**WORKING DATA:**
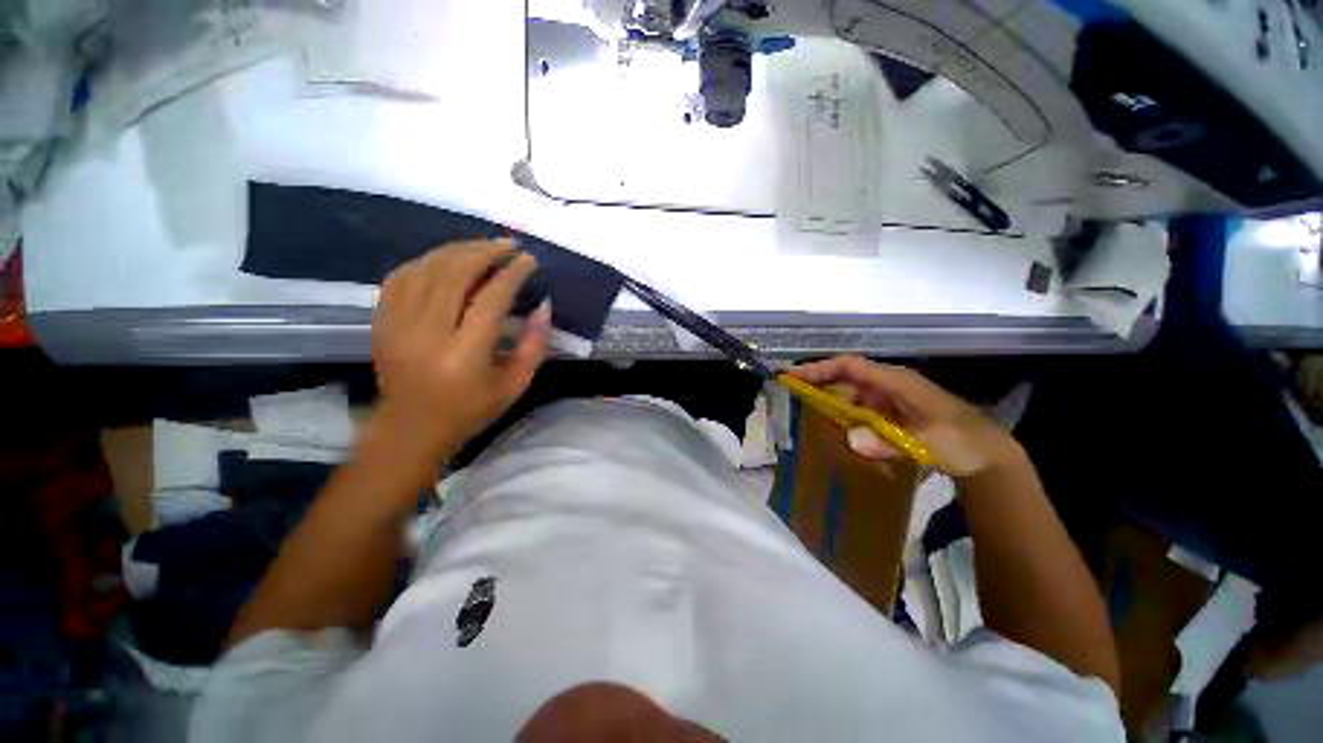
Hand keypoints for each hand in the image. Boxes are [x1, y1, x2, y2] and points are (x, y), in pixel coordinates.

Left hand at [370, 240, 551, 463]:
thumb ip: (535, 345)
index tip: (529, 260)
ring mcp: (398, 323)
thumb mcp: (516, 384)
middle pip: (455, 274)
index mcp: (465, 353)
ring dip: (458, 250)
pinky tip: (446, 258)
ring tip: (483, 246)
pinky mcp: (382, 320)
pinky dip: (427, 260)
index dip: (512, 274)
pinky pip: (401, 276)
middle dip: (485, 252)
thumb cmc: (471, 409)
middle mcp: (428, 332)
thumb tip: (544, 305)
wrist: (412, 427)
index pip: (491, 298)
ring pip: (427, 268)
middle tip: (508, 245)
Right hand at [791, 355, 1023, 476]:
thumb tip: (850, 439)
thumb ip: (888, 442)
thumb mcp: (926, 443)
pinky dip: (846, 416)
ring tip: (810, 412)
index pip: (850, 366)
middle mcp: (888, 384)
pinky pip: (860, 409)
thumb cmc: (960, 441)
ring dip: (831, 402)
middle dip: (818, 383)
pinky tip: (839, 429)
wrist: (986, 455)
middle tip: (792, 392)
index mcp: (896, 381)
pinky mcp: (891, 412)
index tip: (793, 374)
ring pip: (851, 393)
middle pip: (845, 377)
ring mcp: (890, 398)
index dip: (820, 368)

**WHAT THE EXERCISE ASKS:**
All records, pictures excluded: copy them exactly.

**REPLY:**
Hand keypoints for each hand in the image. Boxes are [x1, y1, x2, y2] and points are (x, y), in pixel coordinates.

Left hand at [370, 240, 551, 463]:
thumb ip: (535, 345)
index tip: (529, 260)
ring mcp: (398, 323)
thumb mcp: (516, 384)
middle pip: (455, 274)
index mcp: (465, 353)
ring dip: (458, 250)
pinky tip: (446, 258)
ring tip: (483, 246)
pinky mcp: (382, 320)
pinky dip: (427, 260)
index dip: (512, 274)
pinky pip: (401, 276)
middle dip: (485, 252)
thumb cmc: (471, 409)
middle mcp: (428, 332)
thumb tip: (544, 305)
wrist: (412, 427)
index pip: (491, 298)
ring pip: (427, 268)
middle tip: (508, 245)
Right hand at [791, 355, 1023, 476]:
thumb tip: (850, 439)
thumb ip: (888, 442)
thumb mcp: (926, 443)
pinky dip: (846, 416)
ring tip: (810, 412)
index pip: (850, 366)
middle mcp: (888, 384)
pinky pip: (860, 409)
thumb cmc: (960, 441)
ring dip: (831, 402)
middle dip: (818, 383)
pinky tip: (839, 429)
wrist: (986, 455)
middle tip: (792, 392)
index mcp: (896, 381)
pinky mcp: (891, 412)
index tip: (793, 374)
ring pip: (851, 393)
middle pip: (845, 377)
ring mcp: (890, 398)
index dip: (820, 368)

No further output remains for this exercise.